Wolf (2019)

Rating: D+

Dir: Stuart Brennan
Star: Stuart Brennan, Mark Paul Wake, George McCluskey, Victoria Morrison

Brennan seems to have been a bit of a one-man film industry in Britain. This is the first work of his I’ve seen and while it’s mostly underwhelming, there’s just about enough here to leave me not completely devoid of interest in further movies. It definitely has an interesting idea, basically combining two entries from Neil Marshall’s filmography: Centurion and Dog Soldiers. Hence, you have a small group of Roman soldiers, tramping through the Scottish woods north of Hadrian’s Wall, searching for a previous group which vanished without trace. As well as hostility from the locals, they find themselves under attack from unknown creatures. Creatures that leave tracks like wolves. At least, if wolves walked on two legs.

The problem with taking inspiration from such a well-respected cult classic is, as ever, your production is almost guaranteed to suffer in the comparison, and that’s the case in spades here. On its own terms, considering the micro-budget, this might be okay fodder for a Saturday night viewing, if you are in a fairly forgiving mood. Though even there, this is far too talky, with a quick battle against a small group of Picts, virtually all it has to offer in the way of action for the first hour. The monsters are barely glimpsed and when you eventually do get a good look, you’ll understand why, because it’s clear the budget was instead spent on a budget pack of legionnaire costumes from Party City.

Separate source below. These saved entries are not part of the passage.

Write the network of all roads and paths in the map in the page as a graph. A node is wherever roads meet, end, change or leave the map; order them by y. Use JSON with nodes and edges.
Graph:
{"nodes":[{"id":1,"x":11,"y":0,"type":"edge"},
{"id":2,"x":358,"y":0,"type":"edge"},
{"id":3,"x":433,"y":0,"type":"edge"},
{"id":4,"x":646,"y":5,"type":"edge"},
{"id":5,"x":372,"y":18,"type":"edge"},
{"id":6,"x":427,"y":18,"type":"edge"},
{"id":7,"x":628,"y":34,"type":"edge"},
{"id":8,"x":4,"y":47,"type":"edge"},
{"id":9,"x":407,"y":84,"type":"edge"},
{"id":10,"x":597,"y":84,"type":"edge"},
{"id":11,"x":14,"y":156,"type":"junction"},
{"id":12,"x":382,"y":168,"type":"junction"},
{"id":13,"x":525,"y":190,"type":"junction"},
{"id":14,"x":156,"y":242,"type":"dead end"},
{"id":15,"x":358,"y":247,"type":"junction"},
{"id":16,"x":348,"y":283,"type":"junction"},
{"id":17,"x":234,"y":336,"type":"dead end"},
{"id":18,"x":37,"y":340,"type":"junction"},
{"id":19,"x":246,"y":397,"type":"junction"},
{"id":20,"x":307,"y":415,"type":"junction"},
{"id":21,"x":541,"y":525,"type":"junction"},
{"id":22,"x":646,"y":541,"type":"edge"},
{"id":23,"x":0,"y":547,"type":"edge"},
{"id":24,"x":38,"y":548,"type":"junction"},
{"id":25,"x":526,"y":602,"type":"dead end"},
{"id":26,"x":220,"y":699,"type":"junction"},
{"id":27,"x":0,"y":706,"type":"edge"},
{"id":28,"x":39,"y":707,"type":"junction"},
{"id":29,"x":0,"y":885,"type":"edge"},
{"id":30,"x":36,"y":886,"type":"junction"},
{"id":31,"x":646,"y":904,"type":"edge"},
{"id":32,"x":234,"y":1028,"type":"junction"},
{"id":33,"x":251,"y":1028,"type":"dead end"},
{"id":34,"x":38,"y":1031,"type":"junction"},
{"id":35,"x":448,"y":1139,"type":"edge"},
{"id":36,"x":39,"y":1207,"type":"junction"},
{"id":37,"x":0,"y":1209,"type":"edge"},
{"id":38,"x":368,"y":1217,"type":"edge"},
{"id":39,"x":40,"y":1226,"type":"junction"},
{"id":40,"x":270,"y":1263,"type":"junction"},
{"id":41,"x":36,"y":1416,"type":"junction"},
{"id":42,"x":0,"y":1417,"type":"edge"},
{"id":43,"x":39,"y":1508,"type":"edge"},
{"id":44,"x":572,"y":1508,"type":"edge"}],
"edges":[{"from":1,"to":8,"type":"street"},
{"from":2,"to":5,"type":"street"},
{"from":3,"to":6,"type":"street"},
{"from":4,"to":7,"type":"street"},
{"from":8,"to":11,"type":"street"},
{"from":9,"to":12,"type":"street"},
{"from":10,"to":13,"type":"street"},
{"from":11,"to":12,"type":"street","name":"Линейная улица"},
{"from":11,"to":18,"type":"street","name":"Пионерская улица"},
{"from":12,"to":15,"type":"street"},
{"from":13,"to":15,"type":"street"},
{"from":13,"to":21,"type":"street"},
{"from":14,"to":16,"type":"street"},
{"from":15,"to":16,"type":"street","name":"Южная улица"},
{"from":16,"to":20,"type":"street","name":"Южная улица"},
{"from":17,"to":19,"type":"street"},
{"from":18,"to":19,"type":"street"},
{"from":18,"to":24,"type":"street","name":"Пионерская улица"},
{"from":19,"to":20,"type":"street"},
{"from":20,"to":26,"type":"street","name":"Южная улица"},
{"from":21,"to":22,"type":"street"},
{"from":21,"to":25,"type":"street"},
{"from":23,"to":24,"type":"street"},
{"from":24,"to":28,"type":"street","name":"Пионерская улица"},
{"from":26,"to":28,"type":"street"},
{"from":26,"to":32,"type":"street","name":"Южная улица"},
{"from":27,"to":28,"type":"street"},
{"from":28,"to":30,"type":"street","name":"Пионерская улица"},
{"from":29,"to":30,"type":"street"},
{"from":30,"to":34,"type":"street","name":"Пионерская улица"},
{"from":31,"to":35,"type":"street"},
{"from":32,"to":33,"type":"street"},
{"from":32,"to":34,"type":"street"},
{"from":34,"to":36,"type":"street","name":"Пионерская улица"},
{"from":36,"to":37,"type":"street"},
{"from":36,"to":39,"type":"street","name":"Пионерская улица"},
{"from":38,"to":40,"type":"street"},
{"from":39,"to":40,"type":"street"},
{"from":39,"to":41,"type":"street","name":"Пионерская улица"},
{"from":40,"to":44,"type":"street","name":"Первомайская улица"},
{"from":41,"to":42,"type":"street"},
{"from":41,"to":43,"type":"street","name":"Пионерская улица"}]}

I tagged this in the “fantasy” genre, less for the presence of werewolves, and more because it includes a black, female Roman soldier. Even as a fan of action heroines, this was close to top-shelf cringe, though some of the other women’s roles did at least make some effort at a historical justification, e.g. Germanic scout Ima (Morrison). Amusingly, they seem to do a better job of surviving than more of the hardened Roman men. The rest of the cast are fairly generic, with McCluskey making the best impression as the group’s leader. Domitius. Writer/director/star Brennan likely wears one hat too many. He has done a good job of writing a script that needs only a small cast and one (1) set, the hardly taxing one of a blind man’s hut.

It makes decent use of the Scottish landscape, especially on the rare forays outside of fairly generic forests. The scattering of snow in some scenes helps emphasize the isolation nicely: kudos to one actress in particular for a scene which must have come close to literally freezing her tits off. Although if there’s one unnecessary drone shot, there’s a hundred of them. I suspect Brennan had the use of that piece of equipment for a limited time, and certainly got his money’s worth. I don’t know what the actual budget was: the highest praise I can give, is that for the majority of the time, this wasn’t noticeable. It just needs more happening. A lot more happening.